The CDC this week noted what providers and parents have been seeing across the country: rising cases of a non-polio enterovirus causing severe respiratory illness and acute flaccid myelitis (AFM).
Providers should be aware of enterovirus D68 (EV-D68) causing severe respiratory illness and acute flaccid myelitis (AFM) in children and adolescents, the CDC said this week, saying that infections are rising across the country.
EV-D68 is one of more than 100 non-polio enteroviruses; it often arrives as summer turns to fall and can causes respiratory illness similar to a mild cold, or it may become more severe. It causes about 15 million infections a year in the United States.
It can also lead to AFM, with weakness and paralysis of the arms and legs. Past outbreaks of EV-D68 and AFM were seen in 2014, 2016, and 2018.
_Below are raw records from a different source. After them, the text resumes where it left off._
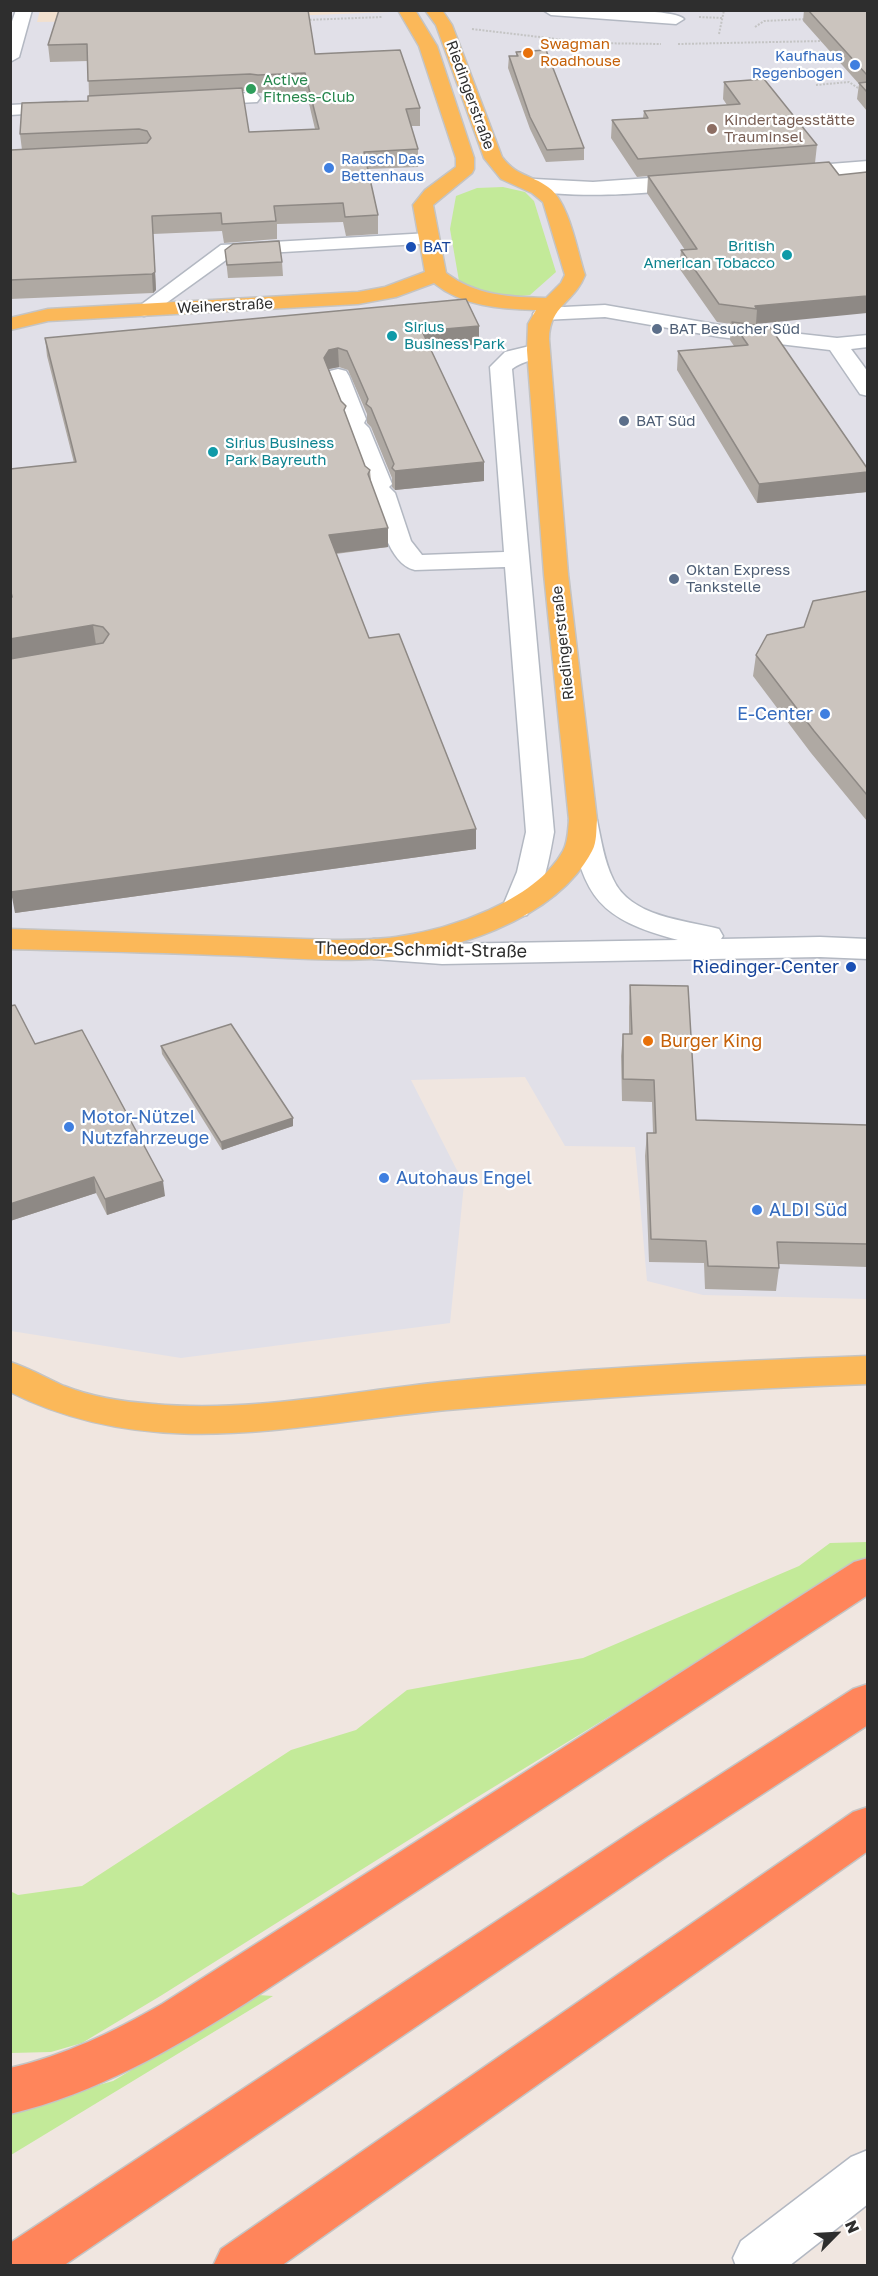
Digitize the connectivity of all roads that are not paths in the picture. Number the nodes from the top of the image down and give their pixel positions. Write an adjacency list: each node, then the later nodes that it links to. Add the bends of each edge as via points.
1 (24, 10): 6 (street)
2 (433, 10): 8 (main road, Riedingerstraße, via 444,25)
3 (551, 10): 5 (street)
4 (408, 13): 7 (main road, Riedingerstraße, via 429,46)
5 (674, 20)
6 (10, 57)
7 (438, 74): 8 (main road); 18 (main road, Riedingerstraße, via 465,158 465,169)
8 (468, 91): 13 (main road, Riedingerstraße)
9 (250, 98): 10 (street)
10 (183, 100)
11 (85, 106): 12 (street)
12 (10, 110)
13 (493, 159): 16 (main road, Riedingerstraße); 20 (street, via 562,184)
14 (867, 167): 15 (street)
15 (775, 175)
16 (514, 179): 18 (main road, via 477,177); 19 (main road, Riedingerstraße)
17 (708, 180): 20 (street)
18 (451, 182): 22 (main road, Riedingerstraße, via 434,191 423,205)
19 (534, 185): 20 (street); 21 (main road, Riedingerstraße, via 552,201)
20 (608, 188): 21 (street, via 572,200)
21 (558, 217): 25 (main road, Riedingerstraße, via 575,275 573,284)
22 (429, 239): 23 (main road, Riedingerstraße); 26 (street, via 228,249)
23 (436, 275): 24 (main road, Weiherstraße, via 389,294); 25 (main road, via 447,285 478,298)
24 (352, 298): 26 (main road, Weiherstraße); 28 (street)
25 (553, 303): 27 (street, via 574,314); 27 (street, via 583,296); 32 (main road, Riedingerstraße, via 538,324)
26 (144, 310): 29 (main road, Weiherstraße, via 48,315)
27 (605, 311): 31 (street, via 720,331)
28 (339, 315)
29 (10, 324)
30 (867, 341): 31 (street)
31 (837, 344): 34 (street)
32 (537, 350): 35 (street, via 513,357 501,367); 36 (main road, Riedingerstraße)
33 (338, 376): 35 (street, via 399,542 415,562)
34 (867, 389)
35 (516, 559): 37 (street, via 540,832 532,872)
36 (583, 820): 37 (main road, Riedingerstraße, via 577,852 561,874); 39 (street, via 598,881 611,899 634,914 660,926 693,934)
37 (517, 908): 40 (main road, Riedingerstraße, via 499,918 432,940)
38 (10, 939): 40 (main road, Theodor-Schmidt-Straße)
39 (820, 947): 40 (street, Theodor-Schmidt-Straße, via 442,954); 41 (street, Theodor-Schmidt-Straße)
40 (372, 949)
41 (867, 949)
42 (867, 1370): 43 (main road, via 432,1397 215,1421 117,1414 60,1400)
43 (10, 1376)
44 (867, 1574): 47 (highway, via 145,2040 78,2072)
45 (867, 1702): 50 (highway)
46 (867, 1826): 51 (highway)
47 (10, 2091)
48 (867, 2174): 49 (street)
49 (756, 2263)
50 (19, 2265)
51 (238, 2265)

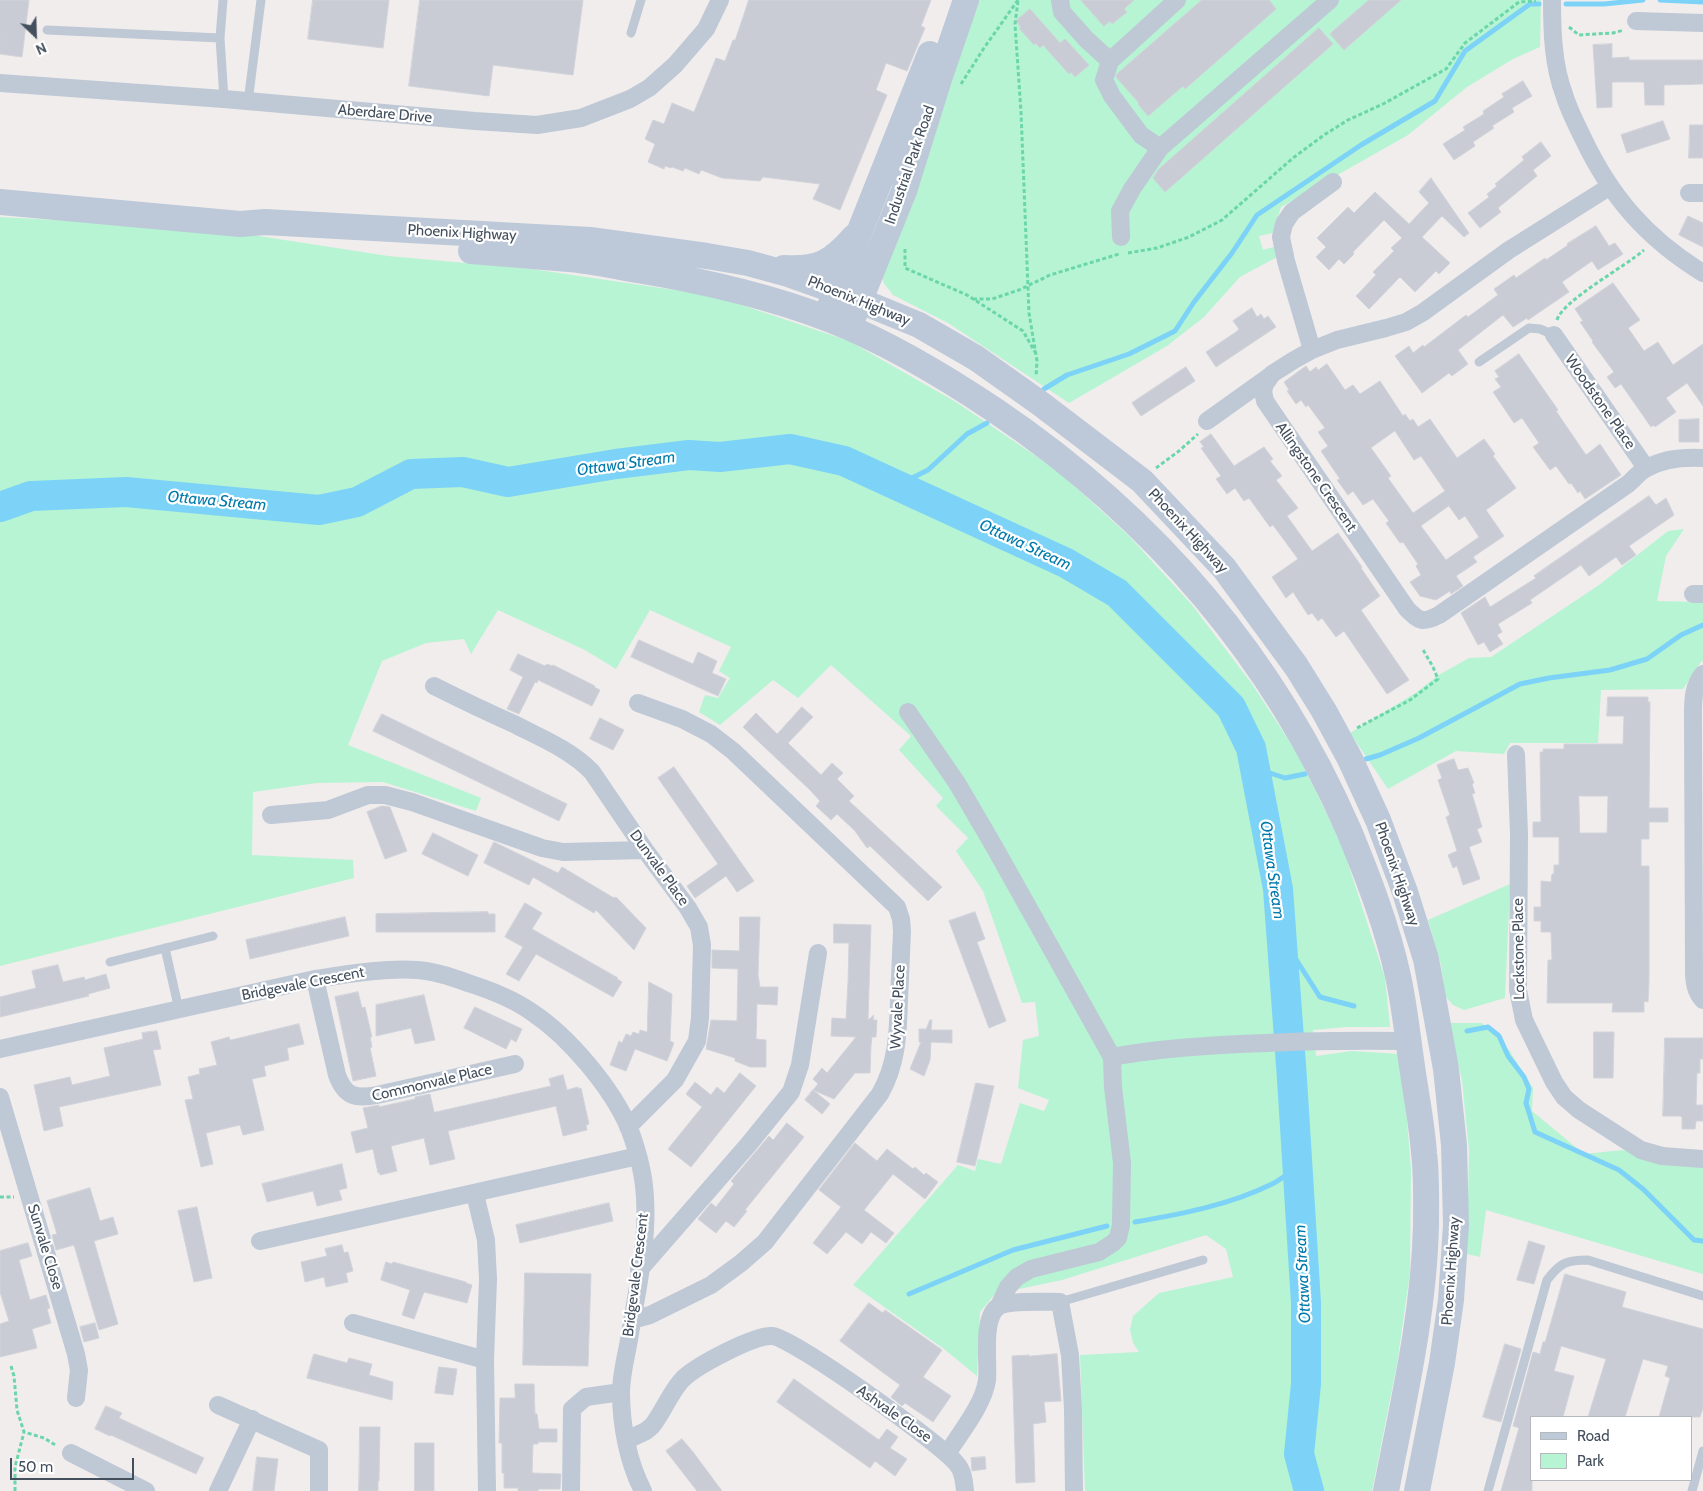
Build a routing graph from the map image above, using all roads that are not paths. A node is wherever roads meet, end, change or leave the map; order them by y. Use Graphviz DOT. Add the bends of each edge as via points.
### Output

However, disease activity was low during the COVID-19 pandemic in 2020 and 2021. Over the past few weeks, news reports began popping up of children heading to the emergency department (ED) or being hospitalized with acute respiratory illness and asthma/reactive airway disease.
Surveillance data released Tuesday bore those reports out. The data shows that positive test results for rhinovirus/enterovirus “appears to be increasing at a rate comparable to that in past EV-D68 outbreak years,” doubling in a period of a few weeks through early September, the CDC said.
“Clinicians are advised to consider EV-D68 as a possible cause of severe respiratory illness in children and adolescents, particularly those with wheezing or who require respiratory support,” the CDC said.
In addition to testing for AFM, health care providers are urged to test for poliovirus, which has been found in New York wastewater.